Article Preview
Top1. Introduction
An ontology, in the domain of computer sciences, is defined as “a possibly (complete or incomplete) consensus agreement about a domain conceptualization” (Guranio, 2001). They are commonly developed as engineering artifacts, and are employed in various applications. Currently, the domain of health and biomedical informatics is greatly influenced by the capabilities of ontologies in representing knowledge. For example, biomedical ontologies, which capture the structure and semantics are employed for various activities including semantic tagging, medical data integration, and in easing semantic interoperability issues. In the past two decades various standard ontologies in the form of biomedical terminologies, taxonomies, and vocabularies have been designed, developed and deployed. For instance, International Classification of Diseases (ICD)1 hierarchically organizes various medical concepts in the domains such as diseases, symptoms, injuries, and procedures. Logical Observation Identifiers Names and Codes (LOINC)2 is a standard for identifying medical laboratory test observations. Systematized Nomenclature of Medicine Clinical Terms (SNOMED-CT)3 is a computer-readable ontology of medical terms and instances providing codes, terms, synonyms and definitions covering medical domains such as diseases, findings, procedures, microorganisms, and substances.

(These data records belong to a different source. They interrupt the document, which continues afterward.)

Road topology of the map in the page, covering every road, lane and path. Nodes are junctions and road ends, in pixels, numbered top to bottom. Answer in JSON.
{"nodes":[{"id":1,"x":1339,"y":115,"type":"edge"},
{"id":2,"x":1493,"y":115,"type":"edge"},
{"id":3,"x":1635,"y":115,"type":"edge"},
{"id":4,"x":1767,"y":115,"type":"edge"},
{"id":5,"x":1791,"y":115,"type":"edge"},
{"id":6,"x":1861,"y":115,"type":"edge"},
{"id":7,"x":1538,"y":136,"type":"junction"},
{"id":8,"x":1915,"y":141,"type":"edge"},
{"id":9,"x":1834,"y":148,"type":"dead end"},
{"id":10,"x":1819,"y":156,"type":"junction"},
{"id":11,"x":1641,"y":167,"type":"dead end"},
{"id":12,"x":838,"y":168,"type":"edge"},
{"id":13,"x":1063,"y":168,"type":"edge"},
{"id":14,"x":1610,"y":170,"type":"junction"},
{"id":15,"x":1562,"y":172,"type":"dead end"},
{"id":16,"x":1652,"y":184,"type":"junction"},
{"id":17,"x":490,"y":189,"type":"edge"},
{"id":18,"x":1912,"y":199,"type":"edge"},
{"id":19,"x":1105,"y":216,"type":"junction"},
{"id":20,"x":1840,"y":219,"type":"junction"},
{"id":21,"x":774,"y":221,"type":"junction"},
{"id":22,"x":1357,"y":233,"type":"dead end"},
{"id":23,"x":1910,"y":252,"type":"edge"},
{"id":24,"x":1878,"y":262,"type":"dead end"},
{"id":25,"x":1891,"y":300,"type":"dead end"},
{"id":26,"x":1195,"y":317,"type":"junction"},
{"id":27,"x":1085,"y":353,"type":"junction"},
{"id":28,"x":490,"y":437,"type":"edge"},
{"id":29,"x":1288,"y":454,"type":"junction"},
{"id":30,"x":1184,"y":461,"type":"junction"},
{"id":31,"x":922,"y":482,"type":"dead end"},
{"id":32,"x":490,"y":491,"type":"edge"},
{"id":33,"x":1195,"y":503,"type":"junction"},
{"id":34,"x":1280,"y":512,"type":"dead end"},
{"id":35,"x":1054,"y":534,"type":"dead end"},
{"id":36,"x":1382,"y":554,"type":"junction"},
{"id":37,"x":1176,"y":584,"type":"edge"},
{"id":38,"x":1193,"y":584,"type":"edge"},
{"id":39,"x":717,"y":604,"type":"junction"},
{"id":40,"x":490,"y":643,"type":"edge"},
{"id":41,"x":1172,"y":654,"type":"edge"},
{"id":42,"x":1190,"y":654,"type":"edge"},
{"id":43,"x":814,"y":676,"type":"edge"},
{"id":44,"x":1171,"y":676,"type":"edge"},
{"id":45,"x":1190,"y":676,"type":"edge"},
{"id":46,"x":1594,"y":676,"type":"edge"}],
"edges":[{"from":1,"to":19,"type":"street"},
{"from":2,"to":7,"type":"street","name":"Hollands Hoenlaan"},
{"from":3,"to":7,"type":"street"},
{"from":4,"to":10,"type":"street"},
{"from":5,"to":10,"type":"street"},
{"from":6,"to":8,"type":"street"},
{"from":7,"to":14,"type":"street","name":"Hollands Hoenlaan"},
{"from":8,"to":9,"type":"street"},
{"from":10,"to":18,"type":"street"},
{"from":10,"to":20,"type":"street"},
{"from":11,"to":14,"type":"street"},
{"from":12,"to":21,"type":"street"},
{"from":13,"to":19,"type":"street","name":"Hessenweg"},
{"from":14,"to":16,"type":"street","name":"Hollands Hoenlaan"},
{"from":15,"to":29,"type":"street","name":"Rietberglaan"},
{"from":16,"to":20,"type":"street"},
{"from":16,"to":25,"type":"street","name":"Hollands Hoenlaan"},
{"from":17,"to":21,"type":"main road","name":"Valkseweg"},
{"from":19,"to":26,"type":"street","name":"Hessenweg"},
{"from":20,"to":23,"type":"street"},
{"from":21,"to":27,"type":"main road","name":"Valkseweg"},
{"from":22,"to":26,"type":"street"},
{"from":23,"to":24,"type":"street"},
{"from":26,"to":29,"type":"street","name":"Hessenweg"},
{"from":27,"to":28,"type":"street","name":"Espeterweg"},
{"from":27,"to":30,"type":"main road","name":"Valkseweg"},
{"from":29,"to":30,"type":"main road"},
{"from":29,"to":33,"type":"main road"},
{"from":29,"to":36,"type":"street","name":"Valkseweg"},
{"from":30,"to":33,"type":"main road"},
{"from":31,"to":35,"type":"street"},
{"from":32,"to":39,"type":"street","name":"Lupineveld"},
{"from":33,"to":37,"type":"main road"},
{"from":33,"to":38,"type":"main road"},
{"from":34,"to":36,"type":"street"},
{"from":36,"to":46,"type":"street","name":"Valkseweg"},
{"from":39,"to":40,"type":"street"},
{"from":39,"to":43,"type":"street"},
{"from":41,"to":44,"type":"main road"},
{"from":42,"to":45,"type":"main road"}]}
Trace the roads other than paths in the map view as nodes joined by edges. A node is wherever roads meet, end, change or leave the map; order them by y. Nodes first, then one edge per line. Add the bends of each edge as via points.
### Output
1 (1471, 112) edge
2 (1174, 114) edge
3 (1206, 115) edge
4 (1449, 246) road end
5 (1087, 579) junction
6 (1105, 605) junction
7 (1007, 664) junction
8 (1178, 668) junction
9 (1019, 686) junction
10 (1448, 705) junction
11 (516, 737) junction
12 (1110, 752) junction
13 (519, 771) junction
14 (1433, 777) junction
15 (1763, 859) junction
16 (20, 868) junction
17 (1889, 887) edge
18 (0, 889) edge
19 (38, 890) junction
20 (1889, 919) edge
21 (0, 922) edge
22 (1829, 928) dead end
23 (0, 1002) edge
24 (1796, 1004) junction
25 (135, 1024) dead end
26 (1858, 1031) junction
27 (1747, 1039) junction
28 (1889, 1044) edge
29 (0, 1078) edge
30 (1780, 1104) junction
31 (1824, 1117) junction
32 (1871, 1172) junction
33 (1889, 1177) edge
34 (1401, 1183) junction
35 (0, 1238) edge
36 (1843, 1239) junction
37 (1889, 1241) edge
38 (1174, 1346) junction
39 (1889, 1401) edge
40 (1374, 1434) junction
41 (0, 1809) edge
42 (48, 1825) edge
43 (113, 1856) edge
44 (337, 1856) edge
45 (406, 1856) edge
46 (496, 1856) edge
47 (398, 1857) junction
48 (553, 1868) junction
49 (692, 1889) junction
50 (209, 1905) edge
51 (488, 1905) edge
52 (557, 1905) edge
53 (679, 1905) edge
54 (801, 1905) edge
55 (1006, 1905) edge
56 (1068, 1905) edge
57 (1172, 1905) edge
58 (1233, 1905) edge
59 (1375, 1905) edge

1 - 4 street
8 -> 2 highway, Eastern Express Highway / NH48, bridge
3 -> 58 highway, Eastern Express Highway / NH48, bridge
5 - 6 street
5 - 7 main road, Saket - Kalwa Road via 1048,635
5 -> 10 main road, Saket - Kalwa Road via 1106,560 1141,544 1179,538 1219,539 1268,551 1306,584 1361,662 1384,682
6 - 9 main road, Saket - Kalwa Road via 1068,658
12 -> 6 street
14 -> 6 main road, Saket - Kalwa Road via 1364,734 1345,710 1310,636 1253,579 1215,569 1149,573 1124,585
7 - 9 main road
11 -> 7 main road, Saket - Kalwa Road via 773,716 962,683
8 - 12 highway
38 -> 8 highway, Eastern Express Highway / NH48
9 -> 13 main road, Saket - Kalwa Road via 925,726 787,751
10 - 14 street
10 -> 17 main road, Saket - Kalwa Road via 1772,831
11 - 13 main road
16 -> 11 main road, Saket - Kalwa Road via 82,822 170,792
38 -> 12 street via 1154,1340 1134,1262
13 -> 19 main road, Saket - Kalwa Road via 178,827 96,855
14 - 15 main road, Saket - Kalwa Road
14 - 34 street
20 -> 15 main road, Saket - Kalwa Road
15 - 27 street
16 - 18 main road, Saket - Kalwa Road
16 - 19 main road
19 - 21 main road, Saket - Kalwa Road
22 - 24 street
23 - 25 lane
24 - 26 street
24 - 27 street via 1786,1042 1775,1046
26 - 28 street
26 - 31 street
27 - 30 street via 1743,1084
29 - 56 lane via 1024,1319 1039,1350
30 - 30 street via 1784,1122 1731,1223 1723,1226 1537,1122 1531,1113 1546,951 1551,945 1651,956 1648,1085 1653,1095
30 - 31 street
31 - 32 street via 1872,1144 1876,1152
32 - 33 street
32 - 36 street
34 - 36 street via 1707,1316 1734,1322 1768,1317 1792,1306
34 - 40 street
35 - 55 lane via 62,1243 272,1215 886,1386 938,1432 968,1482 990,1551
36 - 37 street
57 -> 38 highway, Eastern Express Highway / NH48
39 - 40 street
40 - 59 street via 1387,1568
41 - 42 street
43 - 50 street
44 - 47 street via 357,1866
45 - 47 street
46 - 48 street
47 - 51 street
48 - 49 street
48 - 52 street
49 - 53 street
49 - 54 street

The success of employing these ontological standards towards uniform semantic interpretation and for easing medical semantic data interoperability has resulted in interoperability issues between the ontological standards themselves. This is due to the unique way knowledge is structured and expressed in each respective biomedical ontology, and the different approaches taken by these ontological standards. In order to address these interoperability issues between multiple standards and to continue to effectively capture and convey medical knowledge, the National Library of Medicine has initiated the Unified Medical Language System (UMLS) (Bodenreider, 2004; Browne, Divita, & McCray, 2003). The UMLS system can be viewed as a compendium of multiple standard medical ontologies (e.g., ICD, LOINC, SNOMED-CT, and NCBI) that also provides mappings between the aggregated concepts. This mapping structure can be exploited to navigate between the standards and implicitly mitigate the interoperability issues between them. The UMLS system is comprised of three components: Semantic Network (SN), Metathesaurus (META) and Specialist Lexicon (SL). UMLS-SN is a structure connecting defined semantic types with semantic relationships. UMLS-META comprises millions of medical instances aggregated from various aforementioned medical standards and forms the base of the UMLS system. Finally, the Specialist Lexicon - contains syntactic, morphological and orthographic data for commonly used medical vocabulary.
The UMLS-SN classifies the medical instances in the UMLS-META. For example, the medical instances such as Coughing, Redness of Eye, and Wheezing are of semantic type Finding. Myocardial Infraction and Diabetes are of semantic type Disease or Syndrome. Hematologic Tests and Urinalysis are of semantic type Laboratory Procedures. These semantic types are connected using semantic relationships such as “co-occurs_with” (e.g. Finding co-occurs with Finding), “associated_with” (e.g. Findings associated with Pathologic Function), and so on. In addition to classifying the medical instances in UMLS-META, the UMLS-SN also provides additional semantics, thus acting as a meta-structure or meta-model to UMLS-META (Section 3 elaborates on the structure of the UMLS.). The UMLS-META has been successfully employed in various application such as biomedical natural language processing (Savova, et al., 2010), ontological alignment (Jimenez−Ruiz, Grau, & Horrocks, 2012), clinical decision support systems (Detmer, Barnett, & Hersh, 1997), and EHR applications (Plaza & D´ıaz, 2010), to name a few. However, the success of employing the UMLS-SN knowledge in health and biomedical informatics applications (e.g., clinical environments, private hospitals, research facilities, etc.) beyond UMLS system is jeopardized due various key issues.